There's money to be made coming up with ways of taking the hassle out of learning, says Li. At last year's World Chinese Conference in Beijing, he met a South African media company that runs Let's Learn Chinese-style TV shows. A Chengdu-based Indian acquaintance gave him a copy of political weekly magazine India Today which advertised special issues with a Chinese learning supplement taped to the front cover of each magazine.
If Chengdu has an equivalent of Infosys, the Indian outsourcing giant, it may Li Shengcheng's Outsourcing Soft. And if the city seeks a hometown hero to match the legendary Infosys founder Narayana Murthy, it may be mild-manner Li. The software maker is getting ready for a whistle-stop tour of European capitals this summer, seeking customers and distributors for Let's Learn Chinese and software outsourcing for his programmers back in Chengdu.
Certainly Chengdu has the infrastructure that Murthy and any other ambitious tech-company boss would be proud of. For Chengdu, Outsourcing Soft is the future. Several industrial parks sporting buildings in various shades of plate glass and smart cladding and trellises offer a vision of a clean industrial base for the capital of Sichuan. The city is very proud of its super-modern software park, nods Li, who rattles off local government data with ease. "Chengdu's software sales revenue reached RMB15 billion in 2006," he says. "The local software industry exported US$200 million (RMB1.55 billion; 149 million) in 2006 бн and employed 100,000 staff." The Chengdu government since 2003 has boasted an annual software outsourcing summit, designed to draw business to over 500 software enterprises and over 1000 software products certified by the local government.
As he hands over a box of Let's Learn Chinese, it's clear that Li is pleased as punch with his patented product.
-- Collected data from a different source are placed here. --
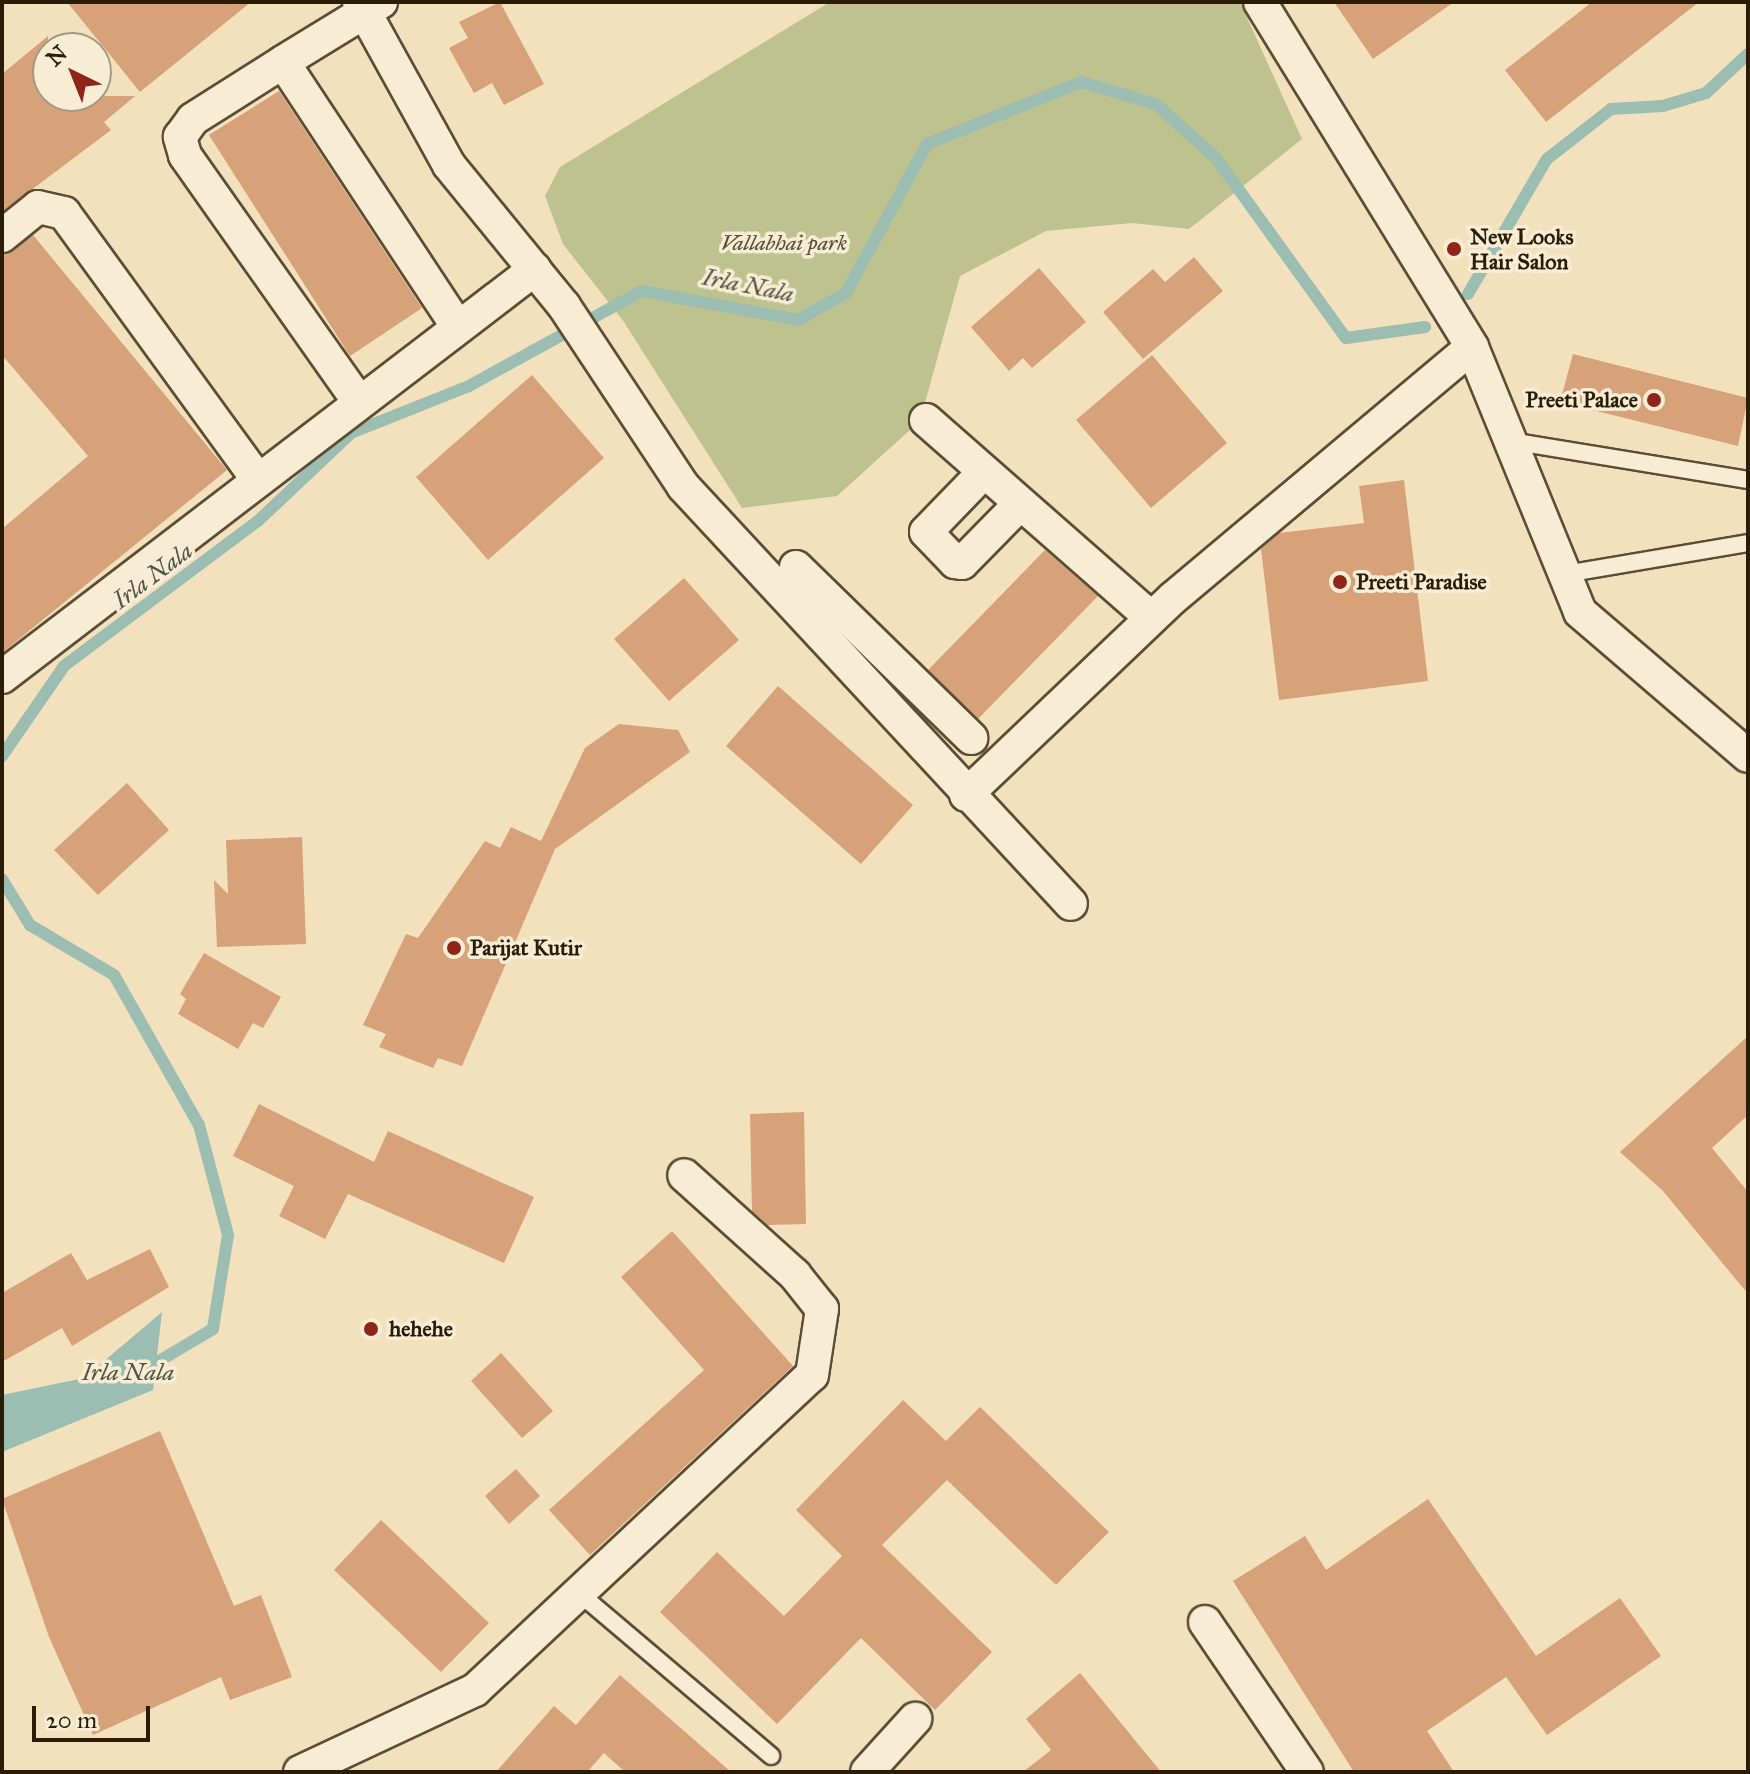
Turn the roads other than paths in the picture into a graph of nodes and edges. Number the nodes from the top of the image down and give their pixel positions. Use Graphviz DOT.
graph roads {
  1 [pos="1260,2"];
  2 [pos="368,5"];
  3 [pos="283,62"];
  4 [pos="2,236"];
  5 [pos="535,269"];
  6 [pos="457,326"];
  7 [pos="1472,347"];
  8 [pos="359,402"];
  9 [pos="926,420"];
  10 [pos="1510,441"];
  11 [pos="984,472"];
  12 [pos="258,480"];
  13 [pos="1748,480"];
  14 [pos="1020,504"];
  15 [pos="1748,543"];
  16 [pos="1565,574"];
  17 [pos="804,592"];
  18 [pos="1151,618"];
  19 [pos="2,677"];
  20 [pos="941,708"];
  21 [pos="912,736"];
  22 [pos="971,738"];
  23 [pos="1748,756"];
  24 [pos="966,795"];
  25 [pos="1071,904"];
  26 [pos="684,1175"];
  27 [pos="579,1593"];
  28 [pos="1205,1622"];
  29 [pos="915,1719"];
  30 [pos="771,1756"];
  31 [pos="300,1772"];
  32 [pos="867,1772"];
  33 [pos="1307,1772"];
  1 -- 7 [label="street"];
  2 -- 3 [label="street"];
  2 -- 5 [label="street"];
  3 -- 6 [label="street"];
  3 -- 8 [label="street"];
  4 -- 12 [label="street"];
  5 -- 6 [label="street"];
  5 -- 17 [label="street"];
  6 -- 8 [label="street"];
  7 -- 10 [label="street"];
  7 -- 18 [label="street"];
  8 -- 12 [label="street"];
  9 -- 11 [label="street"];
  10 -- 13 [label="lane"];
  10 -- 16 [label="street"];
  11 -- 14 [label="street"];
  11 -- 14 [label="street"];
  12 -- 19 [label="street"];
  14 -- 18 [label="street"];
  15 -- 16 [label="lane"];
  16 -- 23 [label="street"];
  17 -- 20 [label="street"];
  17 -- 21 [label="street"];
  18 -- 24 [label="street"];
  20 -- 21 [label="street"];
  20 -- 22 [label="street"];
  21 -- 24 [label="street"];
  24 -- 25 [label="street"];
  26 -- 27 [label="street"];
  27 -- 30 [label="lane"];
  27 -- 31 [label="street"];
  28 -- 33 [label="street"];
  29 -- 32 [label="street"];
}
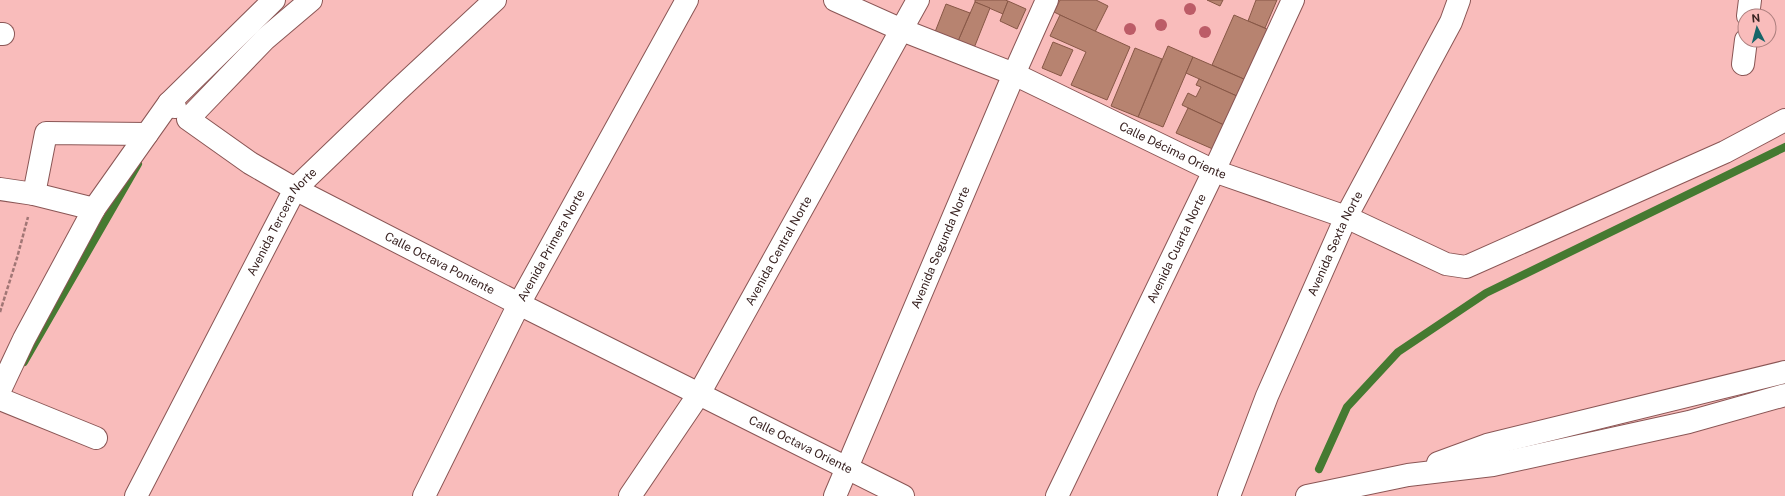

He points again to a sentence in the company brochure. His own English may be limited, but Li seems to know the content of the company's brochures intimately. "With beautiful and clear operating interfaces and buttons that are easy and convenient to use, each part is designed with the user in mind." Li, or anyone who can take the pain out of the four tones and many thousands of characters, of the Chinese language, deserves a listen.